I recently read an article entitled “Working ‘The Corner’” about drug abuse in Austin, Texas specifically in the neighborhood surrounding 12th and Chico streets, more commonly referred to as “The Corner”. The article brought up interesting points about how not only Austin deals with drug addiction, but actually on how it doesn’t deal with drug addiction.
I wrote an article a few weeks ago about how persecution of drug crimes is being lifted in Seattle, Washington by their “LEAD” program and the results have been promising. Read anything about the last 15 years in Portugal since they abolished drug crimes and you will find only positive results. So why is it that we continue to lock up our addicts instead of providing them a solution?
Drug Trafficking and Drug Control in Austin, Texas
A large issue surrounding the particular neighborhood of The Corner is that no one can seem to agree what kind of action it would take in order to change it. There has been moderate success in the downtown area of Austin by utilizing “enhanced prosecution”, which is a focused effort to deal with drug offenders swiftly by bringing maximum prosecution for drug-related crimes. But is this really the answer?
“We understand we are not going to win,” says Dave McKichan, Austin’s police captain regarding the drug war in Austin.
The attitude from Austin’s police enforcement also leaves a lot to be desired. “We understand we are not going to win,” says Dave McKichan, Austin’s police captain regarding the drug war. Though this may sound harsh, as if the police department has given up, it’s not untrue. Austin has long been recognized as a central hub for drug trafficking in the south, pushing drugs as far as New York, but the real concern is the addicts themselves. What about them?
Bad Neighborhoods Don’t Mean Bad People
We often refer to drug-addled neighborhoods as “bad”. I think it’s unfortunate that people and families are oftentimes judged by the neighborhoods they live in and then victimized simply because of that fact. To be sure, neighborhoods such as The Corner in Austin are home to open air drug markets coupled with drug-related crime, but that does not mean that they are beyond saving.
When people fall into addiction, they can’t stop because the places they go and the people they know are surrounded by drug use. Neighborhoods such as The Corner are a prime example of this type of breeding ground. But that doesn’t mean that the people are bad or that that stigma can’t be changed.
Changing Austin, Texas From the Ground Up
In order for addicts to change the way they perceive their communities as well as surround themselves with different people — they need to be provided an environment filled with people who care and won’t rekindle their drug habits.

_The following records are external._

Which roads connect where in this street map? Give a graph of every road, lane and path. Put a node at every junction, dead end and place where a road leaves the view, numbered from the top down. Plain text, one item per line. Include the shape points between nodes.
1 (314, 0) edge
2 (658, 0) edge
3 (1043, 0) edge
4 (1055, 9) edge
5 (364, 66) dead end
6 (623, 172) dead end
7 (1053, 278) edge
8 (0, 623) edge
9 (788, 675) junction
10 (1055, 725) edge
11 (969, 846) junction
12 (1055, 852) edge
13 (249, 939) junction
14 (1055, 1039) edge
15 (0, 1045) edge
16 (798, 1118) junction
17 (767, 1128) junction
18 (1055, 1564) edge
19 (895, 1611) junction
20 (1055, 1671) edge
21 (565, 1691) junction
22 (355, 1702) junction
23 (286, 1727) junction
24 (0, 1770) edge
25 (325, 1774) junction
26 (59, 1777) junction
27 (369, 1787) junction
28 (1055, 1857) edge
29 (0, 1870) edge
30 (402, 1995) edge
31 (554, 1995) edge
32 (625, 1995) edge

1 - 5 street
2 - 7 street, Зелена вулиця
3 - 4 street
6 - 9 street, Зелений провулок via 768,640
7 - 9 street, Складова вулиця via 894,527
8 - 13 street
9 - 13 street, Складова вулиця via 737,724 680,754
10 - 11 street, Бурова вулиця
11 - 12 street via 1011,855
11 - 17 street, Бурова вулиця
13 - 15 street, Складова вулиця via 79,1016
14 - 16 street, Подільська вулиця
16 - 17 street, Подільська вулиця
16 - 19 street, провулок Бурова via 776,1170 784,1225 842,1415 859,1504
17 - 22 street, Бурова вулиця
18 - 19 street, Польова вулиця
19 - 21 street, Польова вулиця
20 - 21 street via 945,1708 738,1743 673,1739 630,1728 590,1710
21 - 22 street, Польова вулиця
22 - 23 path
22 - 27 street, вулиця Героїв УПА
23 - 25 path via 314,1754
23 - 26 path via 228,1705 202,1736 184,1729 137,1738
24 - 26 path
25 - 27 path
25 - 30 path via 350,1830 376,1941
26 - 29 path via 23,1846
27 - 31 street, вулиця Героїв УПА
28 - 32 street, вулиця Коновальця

It’s evident that drug diversion programs such as LEAD in Seattle, where addicts are provided access to housing, jobs and other beneficial opportunities, lead to positive results. The results speak for themselves; given an environment where addicts are offered a choice, rather than a repercussion for their actions often affects to positive change.
Obviously, for big change to happen officials have to be involved. That includes city council members, lawmakers and even the judges themselves who decide how criminal punishment surrounding drugs should be dealt with. But we need more than a legislative change, we need a change in our own perception of addiction and how addicts can be dealt with. What are your thoughts on how we tread addicts?